## TASK OBJECTIVE
In the material below, some lines may hold the word "place"; state how many do, giving only the number.

+++++

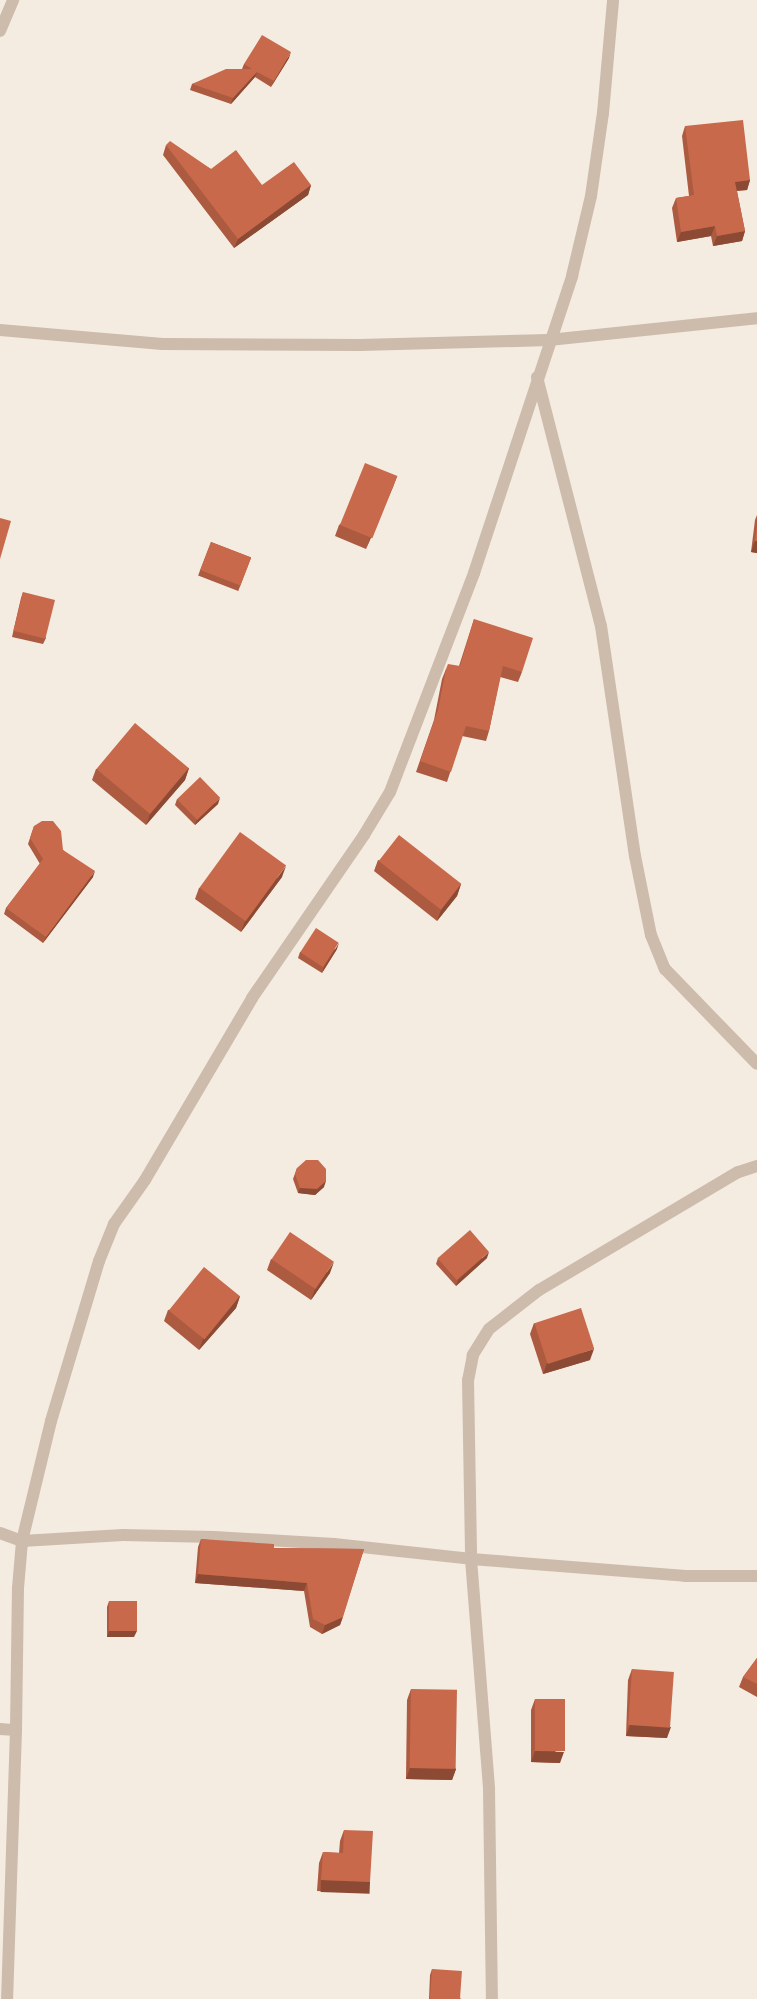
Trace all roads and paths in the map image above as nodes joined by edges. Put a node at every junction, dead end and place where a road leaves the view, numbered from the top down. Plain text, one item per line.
1 (13, 0) edge
2 (613, 0) edge
3 (0, 31) edge
4 (757, 318) edge
5 (0, 330) edge
6 (549, 340) junction
7 (537, 377) junction
8 (757, 1064) edge
9 (757, 1166) edge
10 (0, 1533) edge
11 (22, 1541) junction
12 (471, 1559) junction
13 (757, 1576) edge
14 (0, 1729) edge
15 (16, 1730) junction
16 (7, 1999) edge
17 (492, 1999) edge

1 - 3 street
2 - 6 street
4 - 6 street
5 - 6 street
6 - 7 street
7 - 8 street
7 - 11 street
9 - 12 street
10 - 11 street
11 - 12 street
11 - 15 street
12 - 13 street
12 - 17 street
14 - 15 street
15 - 16 street

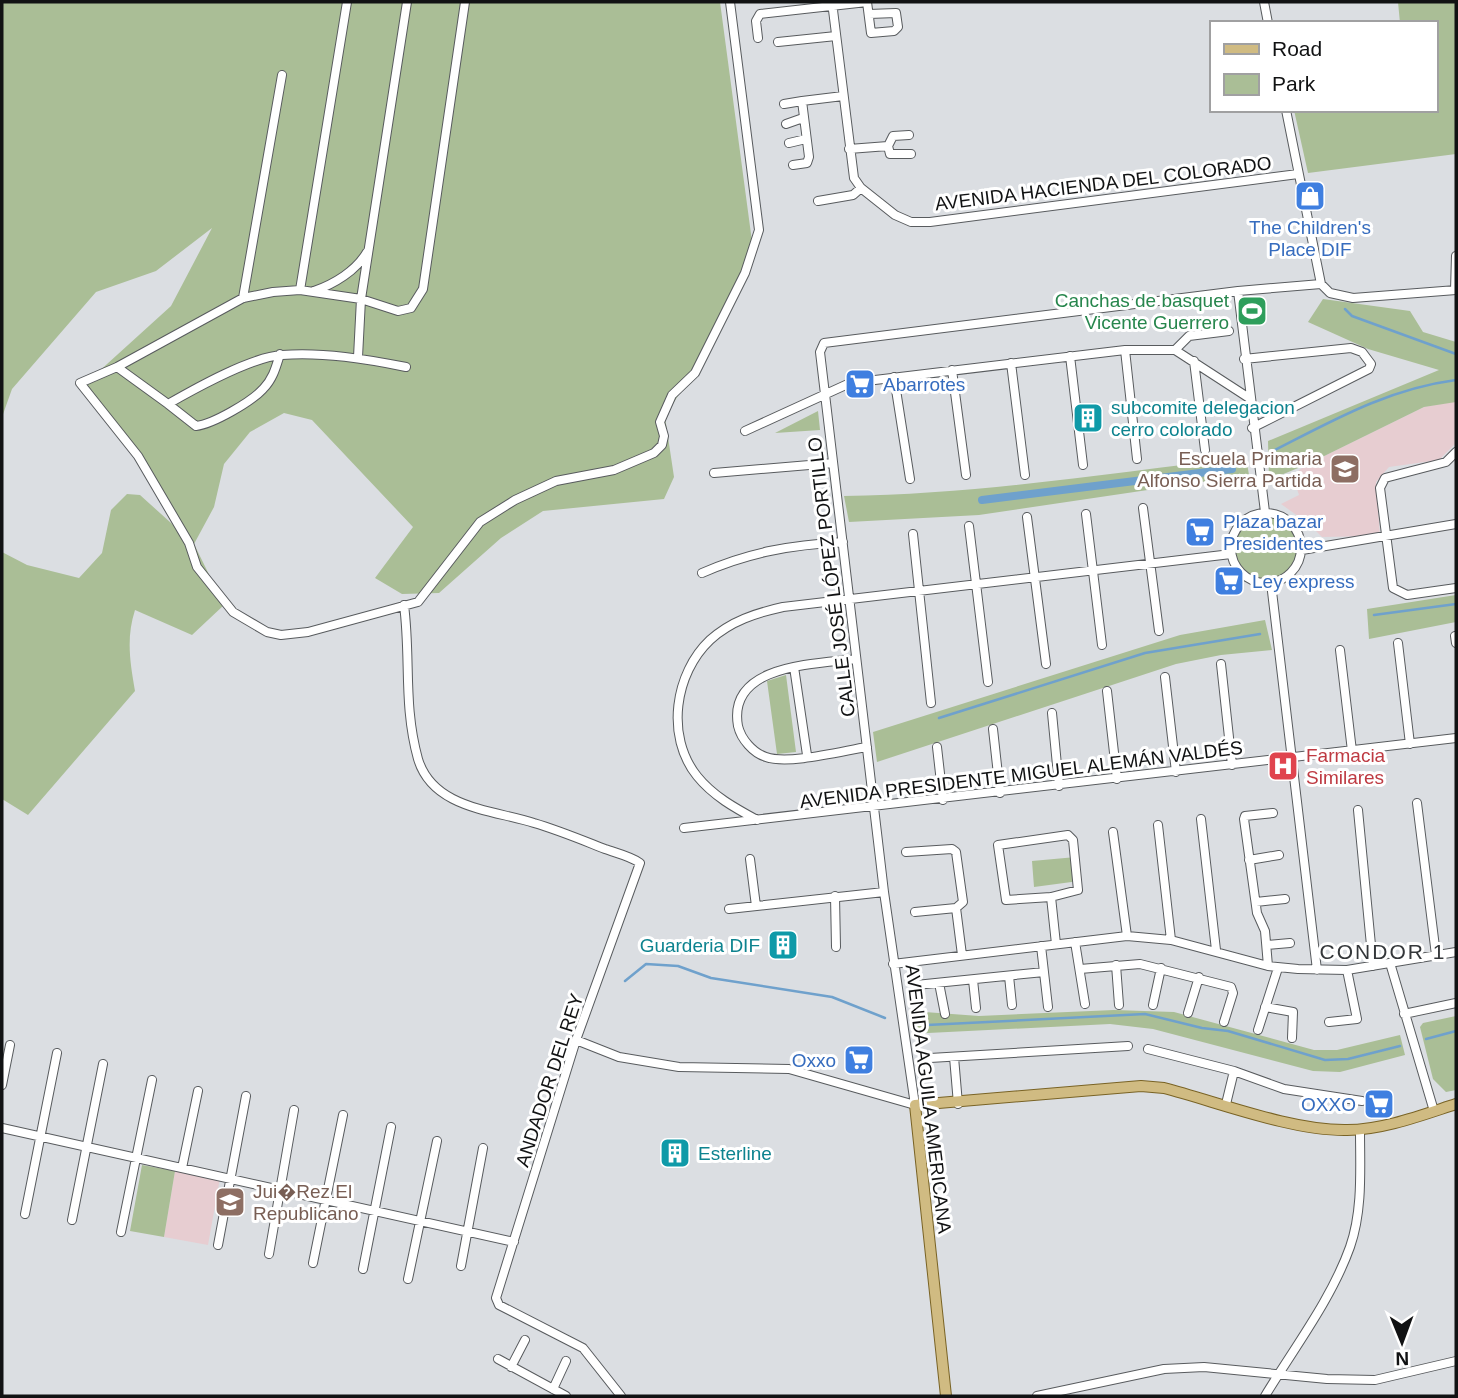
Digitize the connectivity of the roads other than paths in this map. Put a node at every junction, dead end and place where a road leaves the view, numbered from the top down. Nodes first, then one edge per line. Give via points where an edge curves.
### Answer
1 (347, 2) edge
2 (407, 2) edge
3 (465, 2) edge
4 (730, 2) edge
5 (1264, 2) edge
6 (832, 4) edge
7 (771, 6) edge
8 (869, 14) dead end
9 (1268, 21) edge
10 (836, 36) junction
11 (758, 38) dead end
12 (778, 42) dead end
13 (282, 75) dead end
14 (843, 96) junction
15 (802, 102) junction
16 (785, 104) dead end
17 (1286, 112) edge
18 (803, 118) junction
19 (786, 124) dead end
20 (909, 135) dead end
21 (806, 139) junction
22 (789, 143) dead end
23 (888, 146) junction
24 (849, 149) junction
25 (911, 154) dead end
26 (793, 165) dead end
27 (1298, 174) junction
28 (861, 188) junction
29 (818, 201) dead end
30 (369, 249) junction
31 (1456, 256) edge
32 (1321, 284) junction
33 (300, 290) junction
34 (1456, 290) edge
35 (1238, 291) junction
36 (313, 292) junction
37 (243, 299) junction
38 (361, 299) junction
39 (1229, 331) dead end
40 (1125, 350) junction
41 (1175, 350) junction
42 (280, 355) junction
43 (1070, 356) junction
44 (358, 357) junction
45 (1244, 359) junction
46 (1194, 361) junction
47 (1011, 363) junction
48 (117, 367) junction
49 (406, 367) dead end
50 (952, 370) junction
51 (894, 377) junction
52 (825, 393) junction
53 (1249, 398) junction
54 (168, 404) junction
55 (1252, 428) junction
56 (745, 431) dead end
57 (1205, 450) dead end
58 (1456, 452) edge
59 (1137, 459) dead end
60 (833, 463) junction
61 (1083, 465) dead end
62 (714, 473) dead end
63 (966, 475) dead end
64 (1025, 475) dead end
65 (910, 479) dead end
66 (1143, 508) dead end
67 (1265, 512) junction
68 (1086, 514) dead end
69 (1027, 517) dead end
70 (1456, 524) edge
71 (969, 526) dead end
72 (913, 534) dead end
73 (1385, 537) junction
74 (843, 542) junction
75 (1302, 550) junction
76 (1231, 554) junction
77 (1150, 564) junction
78 (1093, 570) junction
79 (702, 573) dead end
80 (1035, 578) junction
81 (1271, 583) junction
82 (976, 584) junction
83 (1456, 588) edge
84 (919, 592) junction
85 (849, 600) junction
86 (404, 605) junction
87 (1159, 631) dead end
88 (1455, 636) edge
89 (1398, 643) dead end
90 (1456, 643) edge
91 (1102, 645) dead end
92 (1340, 650) dead end
93 (856, 659) junction
94 (1046, 664) dead end
95 (1221, 664) dead end
96 (794, 667) junction
97 (1165, 677) dead end
98 (988, 682) dead end
99 (1107, 691) dead end
100 (931, 704) dead end
101 (1052, 713) dead end
102 (993, 729) dead end
103 (1456, 738) edge
104 (1410, 744) junction
105 (867, 747) junction
106 (937, 747) dead end
107 (1352, 751) junction
108 (807, 755) junction
109 (1293, 758) junction
110 (1232, 765) junction
111 (1176, 772) junction
112 (1117, 779) junction
113 (1059, 786) junction
114 (1000, 793) junction
115 (943, 800) junction
116 (1417, 803) dead end
117 (874, 807) junction
118 (1358, 810) dead end
119 (1273, 813) dead end
120 (1201, 819) dead end
121 (757, 820) junction
122 (1158, 825) dead end
123 (684, 828) dead end
124 (1114, 832) dead end
125 (906, 852) dead end
126 (1279, 855) dead end
127 (750, 859) dead end
128 (1249, 860) junction
129 (884, 892) junction
130 (835, 896) junction
131 (1051, 897) junction
132 (1285, 899) dead end
133 (1256, 902) junction
134 (756, 906) junction
135 (956, 908) junction
136 (729, 909) dead end
137 (915, 912) dead end
138 (1127, 936) junction
139 (1171, 940) junction
140 (1075, 942) junction
141 (1290, 943) dead end
142 (1056, 944) junction
143 (1267, 945) junction
144 (1041, 946) junction
145 (836, 947) dead end
146 (1216, 950) junction
147 (1456, 951) edge
148 (962, 955) junction
149 (1436, 955) junction
150 (1390, 963) junction
151 (893, 964) junction
152 (1116, 965) junction
153 (1268, 966) junction
154 (1373, 966) junction
155 (1161, 968) junction
156 (1278, 968) junction
157 (1080, 969) junction
158 (1317, 970) junction
159 (1347, 970) junction
160 (1044, 972) junction
161 (1009, 976) junction
162 (1199, 977) junction
163 (973, 980) junction
164 (939, 983) junction
165 (916, 985) dead end
166 (1084, 1003) dead end
167 (1456, 1003) edge
168 (1012, 1005) dead end
169 (1119, 1005) dead end
170 (1153, 1005) dead end
171 (1048, 1007) dead end
172 (1265, 1007) junction
173 (976, 1008) dead end
174 (1188, 1013) dead end
175 (944, 1014) dead end
176 (1404, 1014) junction
177 (1224, 1021) dead end
178 (1329, 1022) dead end
179 (1258, 1030) dead end
180 (1292, 1038) dead end
181 (576, 1040) junction
182 (10, 1045) dead end
183 (1128, 1046) dead end
184 (1149, 1049) dead end
185 (57, 1053) dead end
186 (954, 1057) junction
187 (930, 1058) dead end
188 (103, 1064) dead end
189 (1234, 1071) junction
190 (152, 1080) dead end
191 (2, 1085) edge
192 (198, 1091) dead end
193 (246, 1096) dead end
194 (1362, 1101) dead end
195 (958, 1104) junction
196 (1226, 1104) junction
197 (1456, 1104) edge
198 (915, 1105) junction
199 (294, 1110) dead end
200 (1434, 1111) junction
201 (343, 1115) dead end
202 (391, 1127) dead end
203 (2, 1128) edge
204 (1360, 1129) junction
205 (39, 1136) junction
206 (437, 1141) dead end
207 (86, 1146) junction
208 (483, 1148) dead end
209 (136, 1157) junction
210 (182, 1168) junction
211 (230, 1178) junction
212 (280, 1189) junction
213 (326, 1200) junction
214 (374, 1211) junction
215 (25, 1214) dead end
216 (72, 1220) dead end
217 (420, 1221) junction
218 (467, 1231) junction
219 (121, 1232) dead end
220 (514, 1242) junction
221 (218, 1245) dead end
222 (269, 1254) dead end
223 (313, 1263) dead end
224 (461, 1266) dead end
225 (363, 1269) dead end
226 (408, 1279) dead end
227 (525, 1340) dead end
228 (498, 1359) dead end
229 (566, 1361) dead end
230 (1456, 1361) edge
231 (511, 1367) junction
232 (1278, 1374) junction
233 (552, 1389) junction
234 (566, 1396) edge
235 (621, 1396) edge
236 (946, 1396) edge
237 (1037, 1396) edge
238 (1265, 1396) edge

1 - 33 street
2 - 30 street
3 - 38 street via 423,289 406,310
4 - 86 street via 759,230 745,274 695,373 672,395 660,422 662,445 614,470 556,481 515,500 480,522 426,594 418,602
5 - 9 street
6 - 7 street
6 - 8 street via 867,2
6 - 10 street
7 - 11 street via 756,21
10 - 12 street
10 - 14 street
13 - 37 street
14 - 15 street
14 - 24 street
15 - 16 street
15 - 18 street
17 - 27 street
18 - 19 street
18 - 21 street
20 - 23 street via 892,136
21 - 22 street
21 - 26 street via 807,163
23 - 24 street
23 - 25 street via 890,154
24 - 28 street via 854,178
27 - 28 street, AVENIDA HACIENDA DEL COLORADO via 930,222 911,222 895,215
27 - 32 street
28 - 29 street via 853,195
30 - 36 street via 335,282
30 - 38 street
31 - 34 street
32 - 34 street via 1330,293 1353,298
32 - 35 street
33 - 36 street
33 - 37 street
35 - 45 street
35 - 52 street, CALLE JOSÉ LÓPEZ PORTILLO via 824,343 820,352
36 - 38 street
37 - 48 street
38 - 44 street
39 - 41 street via 1189,335
40 - 41 street
40 - 43 street
40 - 59 street
41 - 46 street
42 - 44 street
42 - 54 street via 231,371
42 - 54 street via 262,390 209,424 196,425
43 - 47 street
43 - 61 street
44 - 49 street
45 - 53 street
45 - 55 street via 1351,348 1362,352 1371,364
46 - 53 street
46 - 57 street
47 - 50 street
47 - 64 street
48 - 54 street
48 - 86 street via 80,383 138,456 189,543 197,567 233,612 281,635
50 - 51 street
50 - 63 street
51 - 52 street via 850,383
51 - 65 street
52 - 56 street
52 - 60 street, CALLE JOSÉ LÓPEZ PORTILLO
53 - 55 street
55 - 67 street
58 - 73 street via 1446,462 1385,478
60 - 62 street
60 - 74 street, CALLE JOSÉ LÓPEZ PORTILLO
66 - 77 street
67 - 75 street via 1292,523
67 - 76 street via 1239,525
68 - 78 street
69 - 80 street
70 - 73 street
71 - 82 street
72 - 84 street
73 - 75 street
73 - 83 street via 1390,581 1398,593
74 - 79 street via 767,550
74 - 85 street, CALLE JOSÉ LÓPEZ PORTILLO
75 - 81 street via 1295,568
76 - 77 street
76 - 81 street via 1245,576
77 - 78 street
77 - 87 street
78 - 80 street
78 - 91 street
80 - 82 street
80 - 94 street
81 - 109 street
82 - 84 street
82 - 98 street
84 - 85 street
84 - 100 street
85 - 93 street, CALLE JOSÉ LÓPEZ PORTILLO
85 - 121 street via 783,607 737,621 711,639 690,664 677,714 688,762 718,796
86 - 181 street, ANDADOR DEL REY via 407,706 427,780 484,813 532,822 640,866
88 - 90 street
89 - 104 street
92 - 107 street
93 - 96 street
93 - 105 street, CALLE JOSÉ LÓPEZ PORTILLO
95 - 110 street
96 - 108 street
96 - 108 street via 758,679 744,691 737,709 738,729 749,746 766,757
97 - 111 street
99 - 112 street
101 - 113 street
102 - 114 street
103 - 104 street, AVENIDA PRESIDENTE MIGUEL ALEMÁN VALDÉS
104 - 107 street, AVENIDA PRESIDENTE MIGUEL ALEMÁN VALDÉS
105 - 108 street
105 - 117 street, CALLE JOSÉ LÓPEZ PORTILLO
106 - 115 street
107 - 109 street, AVENIDA PRESIDENTE MIGUEL ALEMÁN VALDÉS
109 - 110 street, AVENIDA PRESIDENTE MIGUEL ALEMÁN VALDÉS
109 - 158 street
110 - 111 street, AVENIDA PRESIDENTE MIGUEL ALEMÁN VALDÉS
111 - 112 street, AVENIDA PRESIDENTE MIGUEL ALEMÁN VALDÉS
112 - 113 street, AVENIDA PRESIDENTE MIGUEL ALEMÁN VALDÉS
113 - 114 street, AVENIDA PRESIDENTE MIGUEL ALEMÁN VALDÉS
114 - 115 street, AVENIDA PRESIDENTE MIGUEL ALEMÁN VALDÉS
115 - 117 street, AVENIDA PRESIDENTE MIGUEL ALEMÁN VALDÉS
116 - 149 street
117 - 121 street, AVENIDA PRESIDENTE MIGUEL ALEMÁN VALDÉS
117 - 129 street, AVENIDA AGUILA AMERICANA
118 - 154 street
119 - 128 street via 1245,816
120 - 146 street
121 - 123 street, AVENIDA PRESIDENTE MIGUEL ALEMÁN VALDÉS
122 - 139 street
124 - 138 street
125 - 135 street via 955,850 963,899
126 - 128 street
127 - 134 street
128 - 133 street
129 - 130 street
129 - 151 street, AVENIDA AGUILA AMERICANA
130 - 134 street
130 - 145 street
131 - 131 street via 1074,893 1079,887 1072,837 998,845 1006,900
131 - 142 street
132 - 133 street
133 - 143 street
134 - 136 street
135 - 137 street
135 - 148 street
138 - 139 street
138 - 140 street
139 - 146 street
140 - 142 street
140 - 157 street
141 - 143 street
142 - 144 street
143 - 153 street
144 - 148 street
144 - 160 street
146 - 153 street
147 - 149 street
148 - 151 street
149 - 150 street
150 - 154 street
150 - 176 street
151 - 198 street, AVENIDA AGUILA AMERICANA
152 - 155 street
152 - 157 street
152 - 169 street
153 - 156 street
154 - 159 street
155 - 162 street
155 - 170 street
156 - 158 street
156 - 172 street
157 - 166 street
158 - 159 street
159 - 178 street via 1357,1019
160 - 161 street
160 - 171 street
161 - 163 street
161 - 168 street
162 - 174 street
162 - 177 street via 1231,987
163 - 164 street
163 - 173 street
164 - 165 street
164 - 175 street
167 - 176 street
172 - 179 street
172 - 180 street via 1293,1012
176 - 200 street
181 - 198 street via 619,1057 679,1067 789,1069
181 - 220 street, ANDADOR DEL REY
182 - 191 street
183 - 186 street
184 - 189 street
185 - 205 street
186 - 187 street
186 - 195 street
188 - 207 street
189 - 194 street via 1284,1089
189 - 196 street
190 - 209 street
192 - 210 street
193 - 211 street
195 - 196 main road via 1141,1086
195 - 198 main road
196 - 204 main road via 1304,1126
197 - 200 main road
198 - 236 main road, AVENIDA AGUILA AMERICANA
199 - 212 street
200 - 204 main road
201 - 213 street
202 - 214 street
203 - 205 street
204 - 232 street via 1360,1190 1350,1246
205 - 207 street
205 - 215 street
206 - 217 street
207 - 209 street
207 - 216 street
208 - 218 street
209 - 210 street
209 - 219 street
210 - 211 street
211 - 212 street
211 - 221 street
212 - 213 street
212 - 222 street
213 - 214 street
213 - 223 street
214 - 217 street
214 - 225 street
217 - 218 street
217 - 226 street
218 - 220 street
218 - 224 street
220 - 235 street, ANDADOR DEL REY via 496,1298 499,1305 583,1348
227 - 231 street
228 - 231 street
229 - 233 street
230 - 232 street via 1375,1380
231 - 233 street
232 - 237 street via 1204,1367 1164,1369
232 - 238 street
233 - 234 street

+++++

## THE ANSWER
2